Crude oil surge lacks conviction, seeking reversal signal to initiate shorts

David Scutt 125
By :  ,  Market Analyst
  • WTI crude oil surges 8% in four sessions
  • Volumes accompanying the move were ordinary, suggesting limited conviction
  • Fed interest rate decision, US inflation report and IEA monthly oil market update create significant risk event on Wednesday

The bullish signal in WTI crude oil I was seeking came to fruition late last week, delivering a sharp rebound that accelerated on Monday.

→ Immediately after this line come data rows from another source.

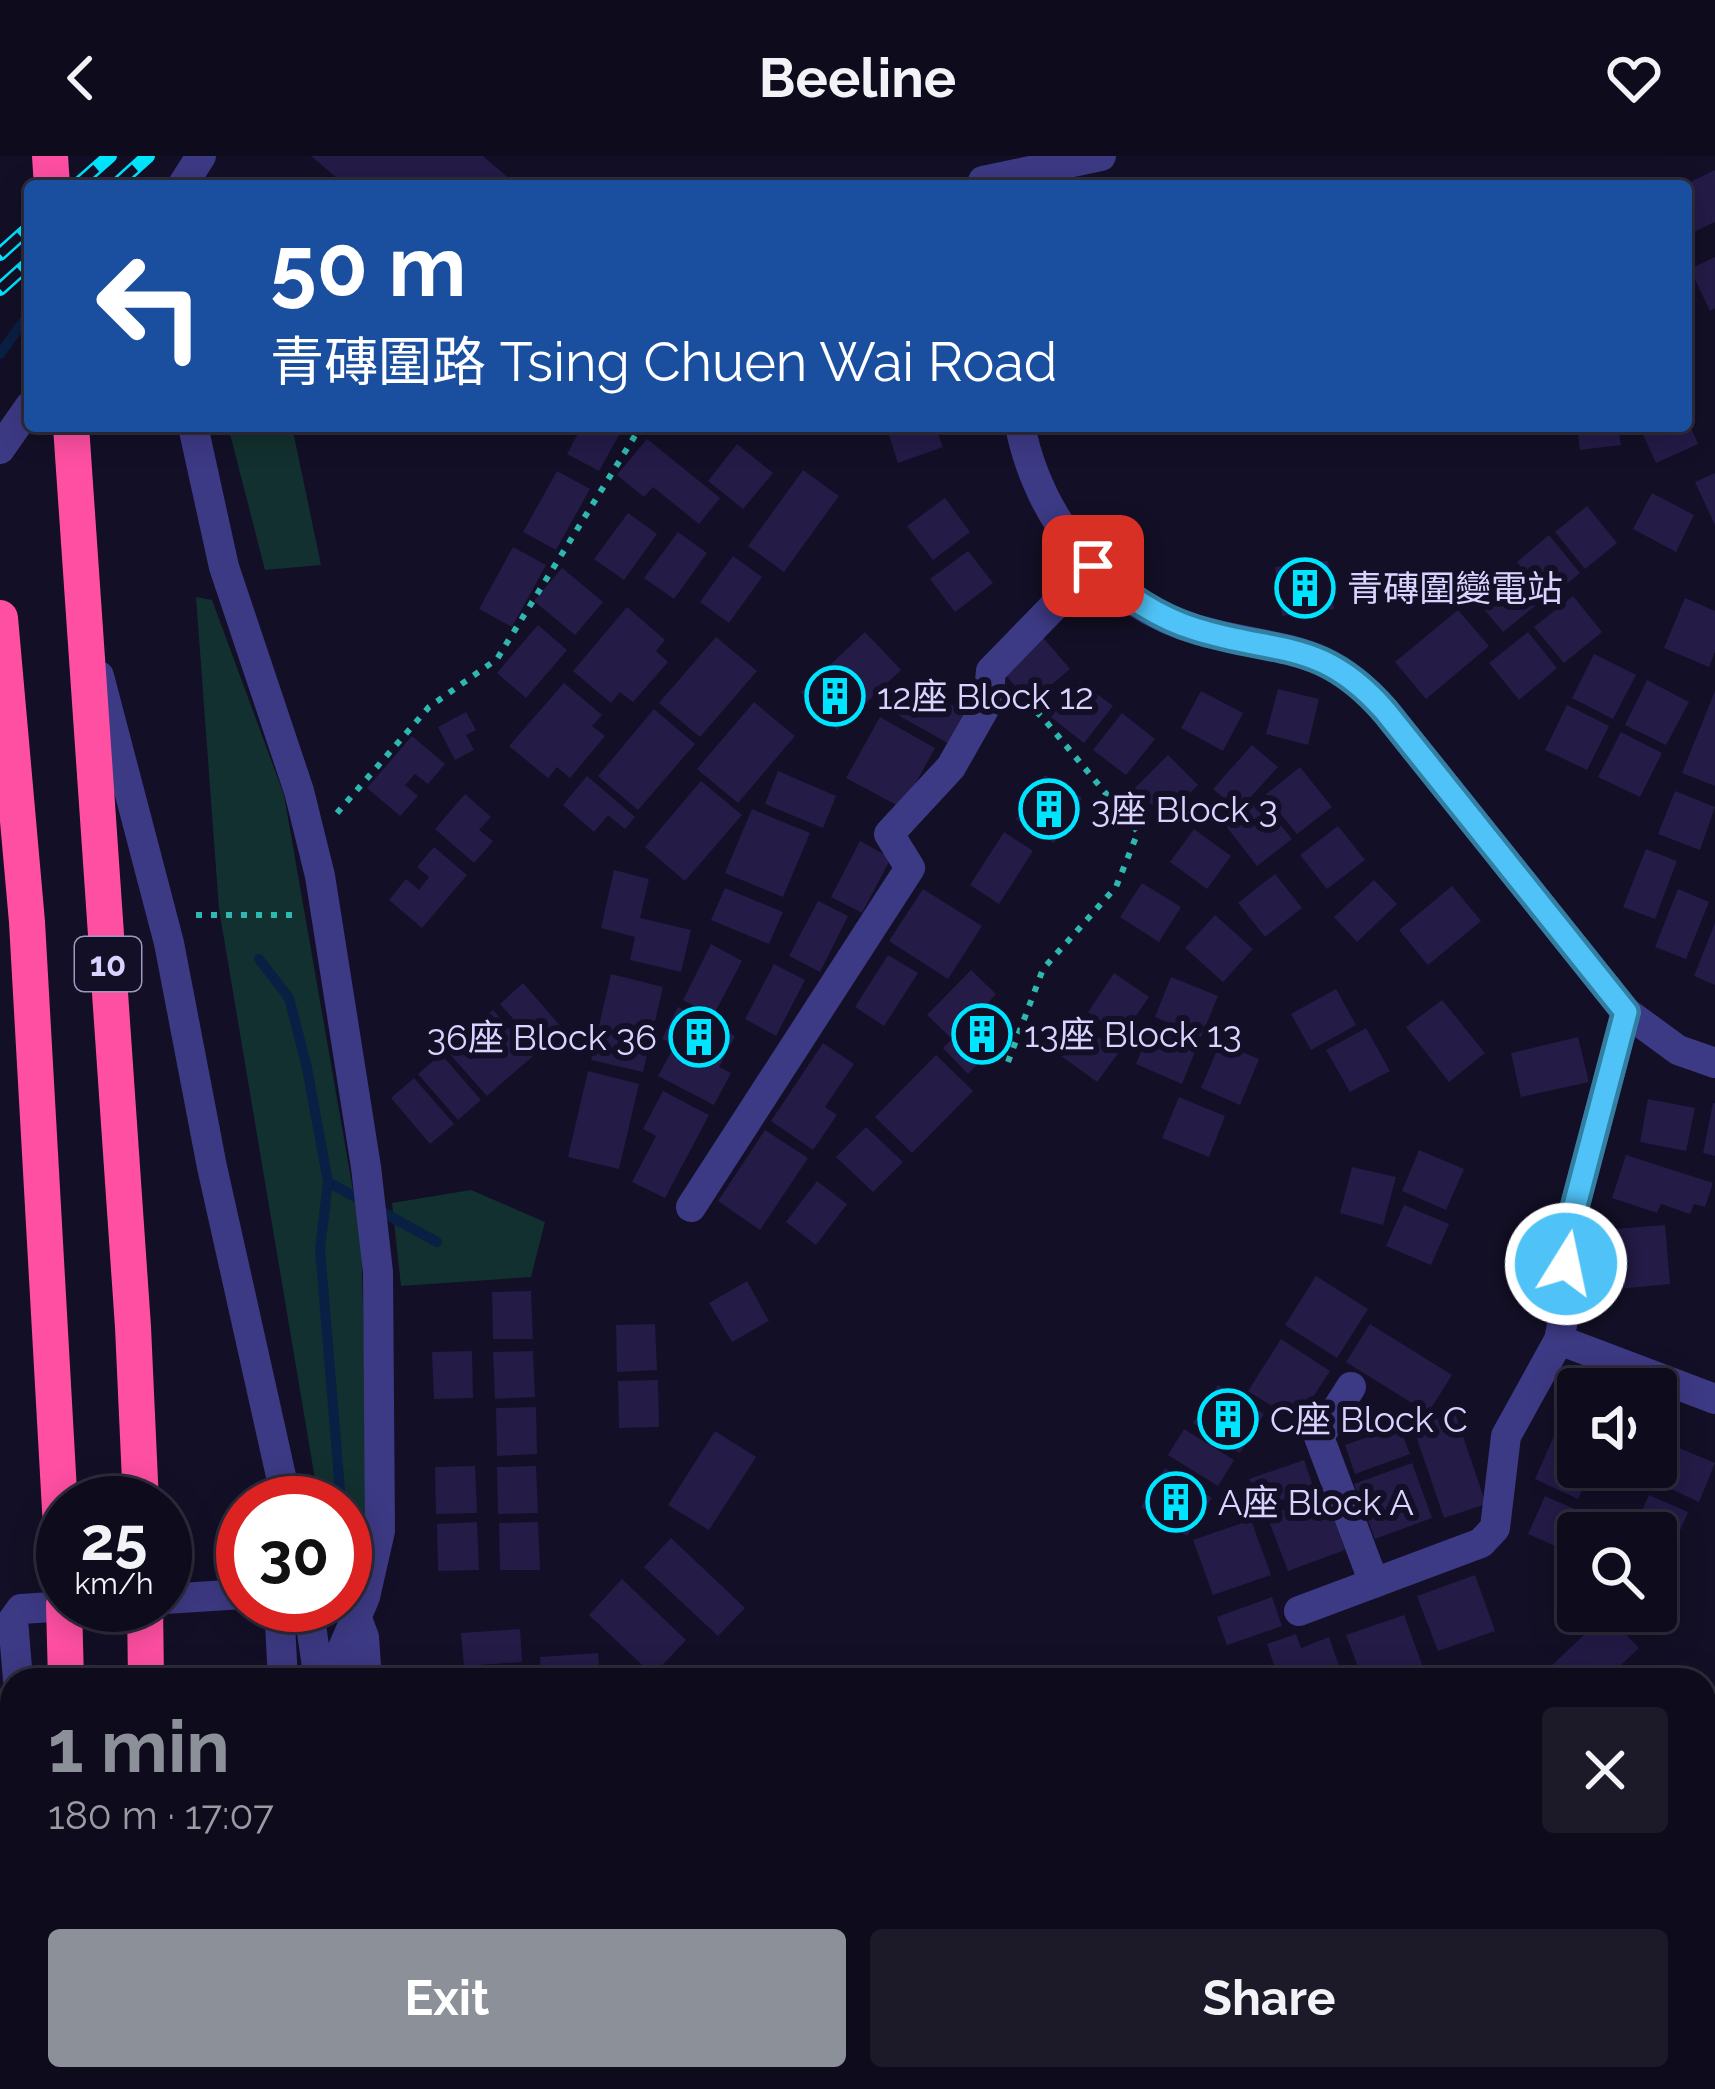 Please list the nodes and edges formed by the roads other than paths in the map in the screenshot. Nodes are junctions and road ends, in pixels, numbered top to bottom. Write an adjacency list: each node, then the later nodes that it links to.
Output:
1 (1101, 156): 2 (street)
2 (983, 174)
3 (24, 414): 7 (street)
4 (71, 432): 9 (highway, 10, bridge)
5 (194, 432): 20 (street)
6 (1022, 432): 8 (street)
7 (0, 448)
8 (1093, 566): 11 (street); 13 (street)
9 (86, 623): 18 (highway, 10, bridge); 19 (street, bridge)
10 (1, 639): 17 (highway, 10, bridge)
11 (1626, 1012): 12 (street); 14 (street)
12 (1715, 1063)
13 (691, 1207)
14 (1559, 1340): 16 (street); 21 (street)
15 (1351, 1387): 21 (street)
16 (1715, 1400)
17 (58, 1476)
18 (139, 1476)
19 (281, 1476)
20 (372, 1569)
21 (1374, 1582): 23 (street)
22 (36, 1608): 30 (street)
23 (1298, 1610)
24 (65, 1632): 31 (highway, bridge)
25 (145, 1632): 32 (highway)
26 (280, 1632): 33 (street)
27 (312, 1632): 34 (street)
28 (349, 1632): 35 (street)
29 (362, 1632): 36 (street)
30 (17, 1668)
31 (66, 1668)
32 (146, 1668)
33 (282, 1668)
34 (317, 1668)
35 (334, 1668)
36 (367, 1668)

But despite renewed optimism surrounding the economic health of the world’s largest crude consumer, the United States, you can’t escape the fact that OPEC producers are set add barrels to the global marketplace from October, while monetary policy settings across the developed world remain in contractionary territory, restraining activity and limiting crude demand.

For that reason, I revert to selling rallies after the latest squeeze higher. Despite the bullish price action, chasing the rally looks a poor one from a risk-reward basis.

Patience paid for recent WTI long

wti crude june 11

You can see the bullish engulfing candle that sparked the rebound last Wednesday on the daily chart. That was the signal to get long. In the subsequent sessions, we saw the rally stall briefly on Friday as a red-hot US nonfarm payrolls report curtailed Fed rate cut bets, sending the US dollar sharply higher as yields ratcheted higher across the entire US Treasury curve. But that minor pullback was followed by yet another bullish engulfing candle on Monday with WTI surging more than 3%. 

The move was apparently sparked by hopes for stronger demand for downstream crude products such as gasoline and diesel during the key US driving season, helped by a bullish Brent crude forecast from Goldman Sachs for the September quarter. But the same bullish forecasts based on the same premise are seen every year, and not just from Goldman. Excuse the pun, but this lowly analyst isn’t buying it even though the market apparently did.

I suspect the move was driven by adjustments to positioning ahead of Wednesday’s US inflation report, FOMC interest rate decision and IEA monthly oil market update. Mediocre volumes accompanying the bullish move suggests as much. Conviction does not look particularly high.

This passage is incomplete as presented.